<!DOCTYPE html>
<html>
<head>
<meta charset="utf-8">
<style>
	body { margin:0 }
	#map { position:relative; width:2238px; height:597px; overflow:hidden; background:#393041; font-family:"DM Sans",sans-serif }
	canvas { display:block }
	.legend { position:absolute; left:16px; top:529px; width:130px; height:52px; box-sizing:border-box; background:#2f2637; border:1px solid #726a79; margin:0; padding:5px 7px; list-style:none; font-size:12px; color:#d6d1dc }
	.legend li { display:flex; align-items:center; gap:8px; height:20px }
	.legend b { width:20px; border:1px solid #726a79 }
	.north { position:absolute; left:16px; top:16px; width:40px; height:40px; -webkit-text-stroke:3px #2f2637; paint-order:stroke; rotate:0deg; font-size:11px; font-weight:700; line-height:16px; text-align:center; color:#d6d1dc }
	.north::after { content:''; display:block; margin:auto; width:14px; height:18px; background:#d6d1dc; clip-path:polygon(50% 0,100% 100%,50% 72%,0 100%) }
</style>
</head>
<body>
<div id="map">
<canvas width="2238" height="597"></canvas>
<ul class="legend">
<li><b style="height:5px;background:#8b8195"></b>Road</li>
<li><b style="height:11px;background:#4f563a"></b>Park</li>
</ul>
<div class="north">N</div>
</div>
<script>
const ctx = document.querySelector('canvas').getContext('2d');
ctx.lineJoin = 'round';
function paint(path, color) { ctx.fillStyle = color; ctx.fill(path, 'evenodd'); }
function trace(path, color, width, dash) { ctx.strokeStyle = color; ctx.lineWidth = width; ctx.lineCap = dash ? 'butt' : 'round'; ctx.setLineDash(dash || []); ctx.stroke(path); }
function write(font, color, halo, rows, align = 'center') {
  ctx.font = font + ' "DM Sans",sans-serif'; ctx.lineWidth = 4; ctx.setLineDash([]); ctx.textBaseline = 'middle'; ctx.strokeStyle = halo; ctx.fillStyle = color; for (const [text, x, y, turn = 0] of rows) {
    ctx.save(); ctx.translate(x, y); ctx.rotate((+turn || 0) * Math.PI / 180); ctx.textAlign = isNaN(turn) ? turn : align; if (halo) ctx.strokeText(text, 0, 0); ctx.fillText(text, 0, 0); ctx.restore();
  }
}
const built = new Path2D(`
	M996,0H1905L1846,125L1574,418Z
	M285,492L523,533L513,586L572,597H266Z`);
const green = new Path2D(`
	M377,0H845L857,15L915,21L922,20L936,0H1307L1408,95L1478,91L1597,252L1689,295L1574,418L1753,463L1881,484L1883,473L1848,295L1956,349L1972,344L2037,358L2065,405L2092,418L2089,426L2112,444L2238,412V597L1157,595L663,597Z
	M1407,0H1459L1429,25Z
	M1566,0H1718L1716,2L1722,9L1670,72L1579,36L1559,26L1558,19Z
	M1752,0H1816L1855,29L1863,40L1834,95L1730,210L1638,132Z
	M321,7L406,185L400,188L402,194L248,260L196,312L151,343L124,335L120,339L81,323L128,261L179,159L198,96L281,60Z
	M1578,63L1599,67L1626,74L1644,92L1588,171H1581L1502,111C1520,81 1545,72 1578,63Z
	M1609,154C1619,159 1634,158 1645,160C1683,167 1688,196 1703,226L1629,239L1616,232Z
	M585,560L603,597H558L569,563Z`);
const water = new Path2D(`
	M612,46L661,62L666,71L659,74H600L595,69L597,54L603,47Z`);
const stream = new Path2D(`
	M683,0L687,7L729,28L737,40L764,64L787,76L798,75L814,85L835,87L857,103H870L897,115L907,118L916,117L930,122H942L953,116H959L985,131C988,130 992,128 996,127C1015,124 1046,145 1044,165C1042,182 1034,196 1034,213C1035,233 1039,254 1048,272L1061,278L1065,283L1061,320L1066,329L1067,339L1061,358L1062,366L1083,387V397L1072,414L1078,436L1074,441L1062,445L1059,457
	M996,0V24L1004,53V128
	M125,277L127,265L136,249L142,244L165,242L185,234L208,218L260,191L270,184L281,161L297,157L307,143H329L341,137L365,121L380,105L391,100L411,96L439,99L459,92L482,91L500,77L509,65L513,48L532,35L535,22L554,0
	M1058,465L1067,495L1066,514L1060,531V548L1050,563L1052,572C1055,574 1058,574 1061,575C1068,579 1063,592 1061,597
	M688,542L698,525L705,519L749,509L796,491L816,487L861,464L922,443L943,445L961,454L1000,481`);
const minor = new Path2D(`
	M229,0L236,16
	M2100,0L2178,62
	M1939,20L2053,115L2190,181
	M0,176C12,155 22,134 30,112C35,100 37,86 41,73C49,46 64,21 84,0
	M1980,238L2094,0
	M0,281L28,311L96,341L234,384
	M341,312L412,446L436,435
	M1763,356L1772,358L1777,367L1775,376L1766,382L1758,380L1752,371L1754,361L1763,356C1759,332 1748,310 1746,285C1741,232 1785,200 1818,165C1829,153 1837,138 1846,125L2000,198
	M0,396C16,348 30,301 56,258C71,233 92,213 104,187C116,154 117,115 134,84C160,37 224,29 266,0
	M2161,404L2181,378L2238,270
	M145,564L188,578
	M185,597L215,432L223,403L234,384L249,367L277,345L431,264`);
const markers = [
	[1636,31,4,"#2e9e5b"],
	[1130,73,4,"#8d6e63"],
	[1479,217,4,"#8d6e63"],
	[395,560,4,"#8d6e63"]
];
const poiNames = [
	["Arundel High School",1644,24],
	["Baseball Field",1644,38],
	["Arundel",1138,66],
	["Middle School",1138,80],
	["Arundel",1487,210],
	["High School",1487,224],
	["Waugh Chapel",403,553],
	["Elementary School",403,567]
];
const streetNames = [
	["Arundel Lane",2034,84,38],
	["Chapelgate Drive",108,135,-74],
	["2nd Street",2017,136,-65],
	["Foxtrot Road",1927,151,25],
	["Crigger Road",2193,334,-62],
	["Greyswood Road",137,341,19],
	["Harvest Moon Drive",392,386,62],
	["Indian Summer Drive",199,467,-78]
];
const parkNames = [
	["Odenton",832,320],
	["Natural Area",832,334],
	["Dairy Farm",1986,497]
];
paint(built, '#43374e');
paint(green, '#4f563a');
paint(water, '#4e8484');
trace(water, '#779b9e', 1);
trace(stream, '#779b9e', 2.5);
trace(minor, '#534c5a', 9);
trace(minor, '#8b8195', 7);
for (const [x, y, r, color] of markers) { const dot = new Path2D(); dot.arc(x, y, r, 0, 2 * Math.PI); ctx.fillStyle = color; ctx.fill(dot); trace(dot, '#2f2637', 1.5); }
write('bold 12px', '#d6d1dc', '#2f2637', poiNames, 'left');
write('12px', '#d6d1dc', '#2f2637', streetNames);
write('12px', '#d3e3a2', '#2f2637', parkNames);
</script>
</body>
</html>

★ ★ ★ ★ ★

Goal of the exercise
From the records above, repeat exactly the lines from the one with "M2161,404L2181,378L2238,270" through the one with "trace(water, '#779b9e', 1);", both included.

Solution for this exercise
	M2161,404L2181,378L2238,270
	M145,564L188,578
	M185,597L215,432L223,403L234,384L249,367L277,345L431,264`);
const markers = [
	[1636,31,4,"#2e9e5b"],
	[1130,73,4,"#8d6e63"],
	[1479,217,4,"#8d6e63"],
	[395,560,4,"#8d6e63"]
];
const poiNames = [
	["Arundel High School",1644,24],
	["Baseball Field",1644,38],
	["Arundel",1138,66],
	["Middle School",1138,80],
	["Arundel",1487,210],
	["High School",1487,224],
	["Waugh Chapel",403,553],
	["Elementary School",403,567]
];
const streetNames = [
	["Arundel Lane",2034,84,38],
	["Chapelgate Drive",108,135,-74],
	["2nd Street",2017,136,-65],
	["Foxtrot Road",1927,151,25],
	["Crigger Road",2193,334,-62],
	["Greyswood Road",137,341,19],
	["Harvest Moon Drive",392,386,62],
	["Indian Summer Drive",199,467,-78]
];
const parkNames = [
	["Odenton",832,320],
	["Natural Area",832,334],
	["Dairy Farm",1986,497]
];
paint(built, '#43374e');
paint(green, '#4f563a');
paint(water, '#4e8484');
trace(water, '#779b9e', 1);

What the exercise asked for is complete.